From left, Love signs in Plainfield, Grace Potter, the Jog Bra, Fezzik Wertlieb and witch windows.
At times, this year has felt like 365 days of constant breaking news alerts, heavy conversations and conflict. As we reflect on the many important and timely topics that have taken hold in 2017, we wanted to remember a few stories that made us smile.

Inspired by the always-radiant Linda Holmes' list of "50 Wonderful Things From 2017" for NPR's Monkey See blog, we bring you "17 Wonderful Vermont Things From 2017" (because 50 is a lot, you guys.)
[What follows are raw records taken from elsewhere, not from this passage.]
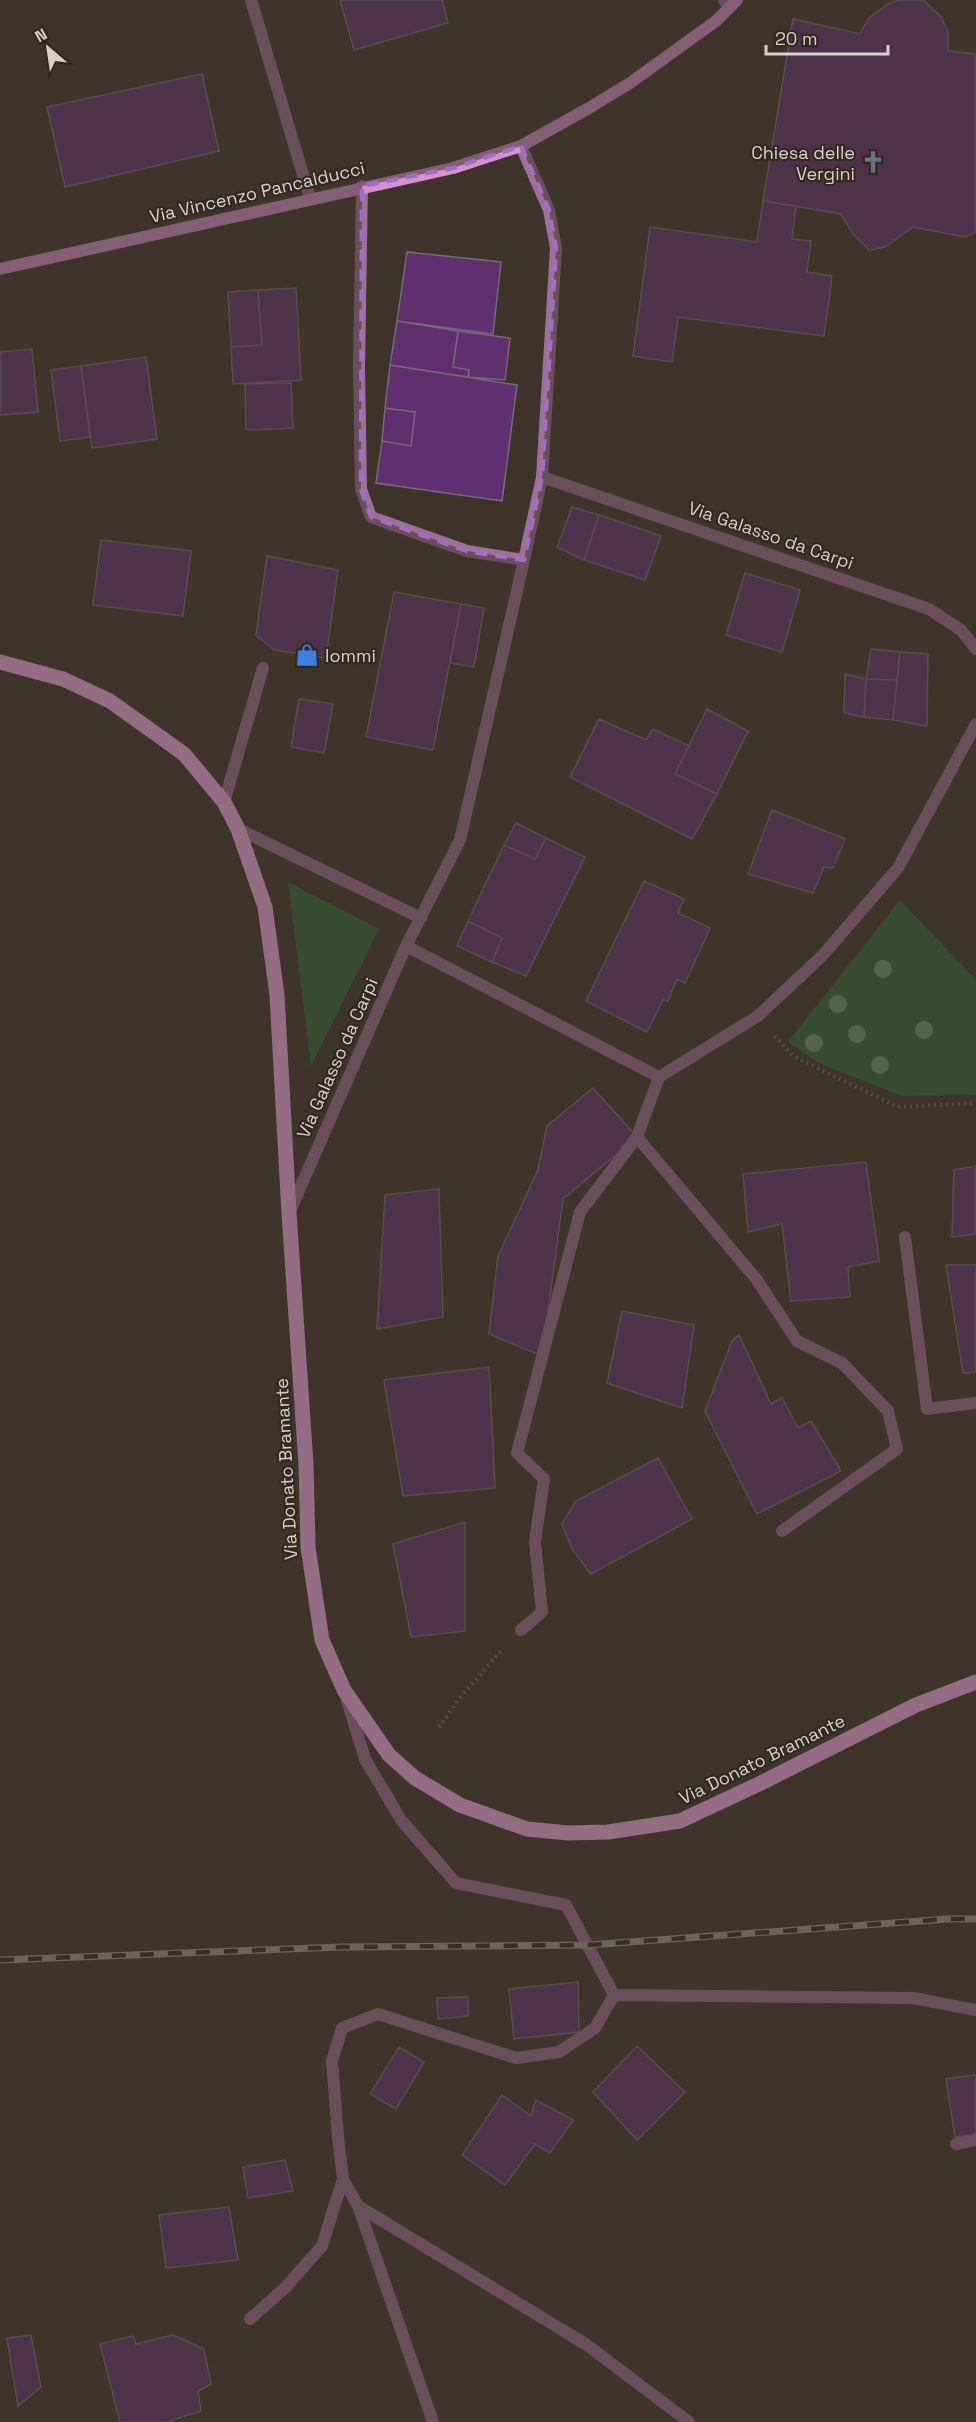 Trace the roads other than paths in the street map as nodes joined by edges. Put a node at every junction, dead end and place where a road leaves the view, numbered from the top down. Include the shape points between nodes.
1 (251, 0) edge
2 (730, 3) edge
3 (521, 146) junction
4 (362, 186) junction
5 (310, 198) junction
6 (0, 268) edge
7 (542, 477) junction
8 (524, 560) junction
9 (976, 649) edge
10 (0, 662) edge
11 (263, 668) dead end
12 (976, 724) edge
13 (224, 802) junction
14 (238, 829) junction
15 (421, 918) junction
16 (406, 946) junction
17 (659, 1077) junction
18 (637, 1137) junction
19 (289, 1213) junction
20 (905, 1237) dead end
21 (976, 1403) edge
22 (782, 1531) dead end
23 (521, 1630) road end
24 (976, 1682) edge
25 (344, 1690) junction
26 (614, 1995) junction
27 (976, 2010) edge
28 (976, 2140) edge
29 (956, 2144) dead end
30 (343, 2179) junction
31 (358, 2206) junction
32 (250, 2319) dead end
33 (433, 2422) edge
34 (689, 2422) edge

1 - 5 street
2 - 3 main road, Via Vincenzo Pancalducci via 716,21 630,83
3 - 4 main road, Via Vincenzo Pancalducci via 453,168
3 - 7 street, Via Galasso da Carpi via 549,210 556,248
4 - 5 main road, Via Vincenzo Pancalducci
4 - 8 street via 361,489 371,517 467,551
5 - 6 main road, Via Vincenzo Pancalducci
7 - 8 street, Via Galasso da Carpi
7 - 9 street, Via Galasso da Carpi via 929,609 961,630
8 - 15 street, Via Galasso da Carpi via 460,840
10 - 13 main road, Via Donato Bramante via 63,679 110,701 184,754
11 - 13 street
12 - 17 street via 898,868 822,956 758,1016
13 - 14 main road, Via Donato Bramante
14 - 15 street
14 - 19 main road, Via Donato Bramante via 265,907 277,994
15 - 16 street, Via Galasso da Carpi
16 - 17 street
16 - 19 street, Via Galasso da Carpi
17 - 18 street
18 - 22 street via 757,1280 797,1341 842,1363 888,1411 897,1449
18 - 23 street via 580,1212 517,1453 544,1479 535,1542 542,1612
19 - 25 main road, Via Donato Bramante via 308,1547 322,1640
20 - 21 street via 927,1409
24 - 25 main road, Via Donato Bramante via 916,1706 680,1821 608,1832 568,1833 527,1829 460,1805 415,1778 390,1755
25 - 26 street via 365,1759 401,1820 456,1883 566,1905
26 - 27 street via 914,1998
26 - 30 street via 595,2028 559,2052 516,2058 378,2014 342,2028 333,2061
28 - 29 street
30 - 31 street
30 - 32 street via 322,2246 286,2287
31 - 33 street
31 - 34 street via 587,2345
There's a bald eagle boom in Vermont

Nesting pairs of bald eagles produced 35 young in 2017. Just ten years ago, there were no nesting pairs in the state.
Credit John Buck / Vermont Fish & Wildlife
Vermont Fish & Wildlife

Sending our congratulations to all the new parents out there, especially the bald eagle ones.

FOR MORE — "There Are A Record Number Of Bald Eagle Nests In Vermont This Year" (Oct. 16)

Not all misspellings are mistakes: Montpelier edition

Montpellier's Ellyes Skhiri, right, vies for the ball against Lyon's Rafael Pereira Da Silva during a French League One game in Decines on Sept. 21, 2016. The Montpellier soccer team is sending a shipment of misspelled jerseys to Montpelier, Vermont.
Credit Laurent Cipriani / Associated Press
Associated Press

While normally we would say double checking spelling is a must, this story presents a flip-side to that directive. It turns out that, at least in this case, a misspelled word can result in an act of international goodwill.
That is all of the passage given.